Lewis Hamilton has rubbished rumors that he is furious with his Mercedes crew for its strategy call in the Turkish Grand Prix, insisting the press is making "too much" of his tense radio messages with his team.

Hamilton and Mercedes' strategy engineers were at odds with when the Briton needed to box for a fresh set of intermediates tyres in the final part of Sunday's race.

The seven-time world champion initially overruled the team's call to bring him in, but he eventually undertook a belated pit stop that dropped him two positions in the running order and left him P5 at the checkered flag, or three spots behind his title rival Max Verstappen.

After his pitstop, a frustrated Hamilton fired off several angry messages at race engineer Peter Bonnington, questioning the timing of the stop, although after the race he appeared to bring himself in line with the Brackley squad's strategy call.

On Monday, Hamilton took to Instagram to set the record straight regarding the tone of his communication with his team on Sunday.

©Mercedes

"Good morning world! I've seen some of the press this morning which has made a bit too much of the incident in yesterday's race of when to pit," Hamilton wrote.

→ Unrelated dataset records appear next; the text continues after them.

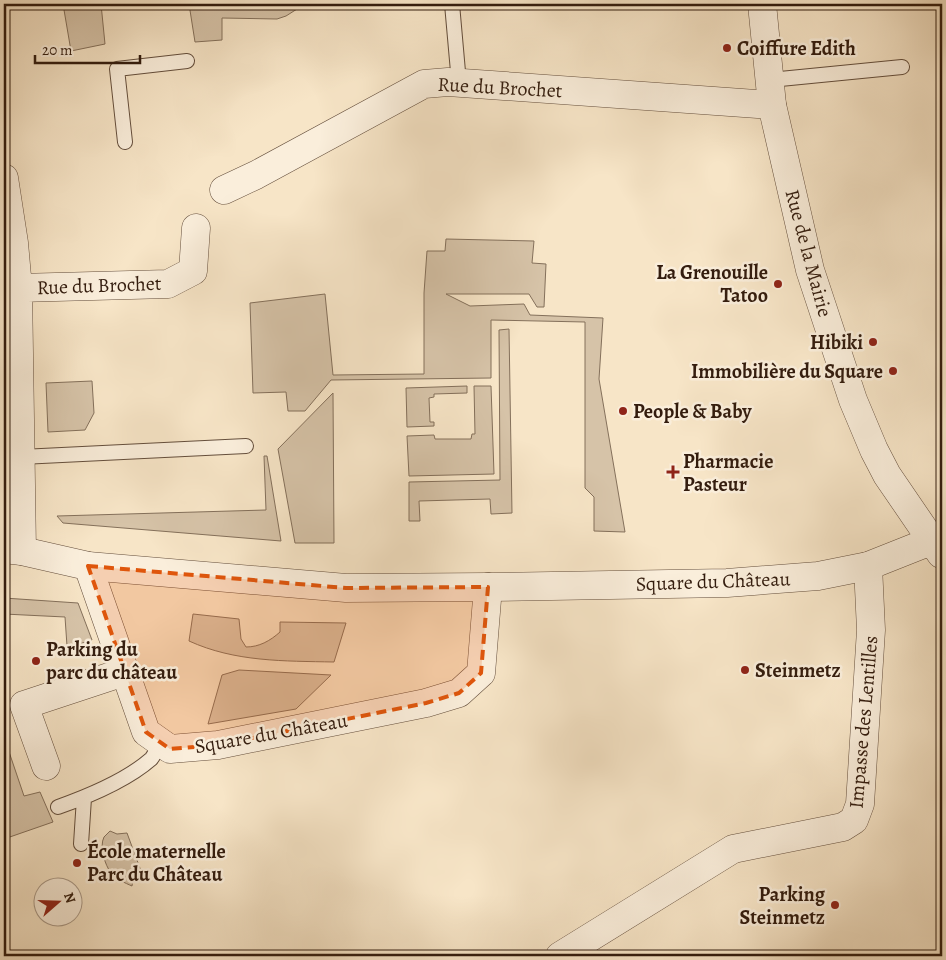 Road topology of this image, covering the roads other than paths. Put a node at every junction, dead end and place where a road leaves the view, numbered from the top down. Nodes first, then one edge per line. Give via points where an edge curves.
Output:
1 (452, 4) edge
2 (762, 4) edge
3 (186, 62) dead end
4 (902, 67) dead end
5 (459, 83) junction
6 (771, 93) junction
7 (124, 142) dead end
8 (4, 178) edge
9 (224, 190) dead end
10 (196, 228) dead end
11 (18, 288) junction
12 (246, 446) dead end
13 (21, 457) junction
14 (937, 548) edge
15 (13, 550) edge
16 (88, 566) junction
17 (868, 566) junction
18 (488, 587) junction
19 (124, 672) junction
20 (159, 742) junction
21 (46, 766) dead end
22 (84, 798) junction
23 (58, 807) dead end
24 (81, 844) dead end
25 (560, 956) edge

1 - 5 lane
2 - 6 street, Rue de la Mairie
3 - 7 lane via 117,69
4 - 6 lane
5 - 6 street, Rue du Brochet
5 - 9 street, Rue du Brochet via 424,84
6 - 14 street, Rue de la Mairie via 810,270 853,400 888,475
8 - 11 street
10 - 11 street, Rue du Brochet via 193,271 168,284
11 - 13 street
12 - 13 lane
13 - 15 street
14 - 17 street, Square du Château
15 - 16 street, Square du Château
16 - 18 street, Square du Château via 346,588
16 - 19 street
17 - 18 street, Square du Château via 818,576 727,583
17 - 25 street, Impasse des Lentilles via 871,630 860,804 854,820 842,827 733,848
18 - 20 street, Square du Château via 481,673 459,693 426,703 218,745 170,749
19 - 20 street via 146,732
19 - 21 street via 24,705
20 - 22 lane via 152,758
22 - 23 lane
22 - 24 lane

"It isn't true to say I'm furious with my team.

"As a team we work hard to build the best strategy possible but as the race progresses you have to make split decisions there are so many factors constantly changing.

"Yesterday we took the risk to stay out hoping it would dry, it didn't. I wanted to risk it and go to the end but it was my call to stay out and it didn't work.

"In the end we did pit and it was the safest thing to do.

"We live and we learn. We win and we lose as a team. Don't ever expect me to be all polite and calm on the radio when I'm racing, we are all very passionate and in the heat of the moment that passion can come out, as it does for all drivers.

"My heart and spirit are out there on the track, it's the fire in me that's got me this far but any angst is quickly forgotten and we talked it through, already looking ahead to the next race.

"Today's another day to rise as a team. Still we rise."

After Sunday's race, Mercedes team boss also addressed Hamilton's unusually stressed communication, and made clear that he had "no problem at all with tough conversations on the radio".

"Obviously we wouldn’t speak like this to Lewis, because he’s driving a car at 320 km/h," Wolff said. "But that’s all OK, absolutely. We are totally aligned, we’ve been in this together eight years.

"We have thick enough skin to understand that a driver in the car is frustrated about the situation, that he will understand afterwards."

"I think we just need to work on the communication to trust each other, and in a way be able to describe what we are aiming for."

Ahead of next week's US Grand prix at the Circuit of the Americas in Austin, Hamilton trails Verstappen by six points in the Drivers' standings while Mercedes increased its lead over Red Bull in the Constructors' championship by 36 points.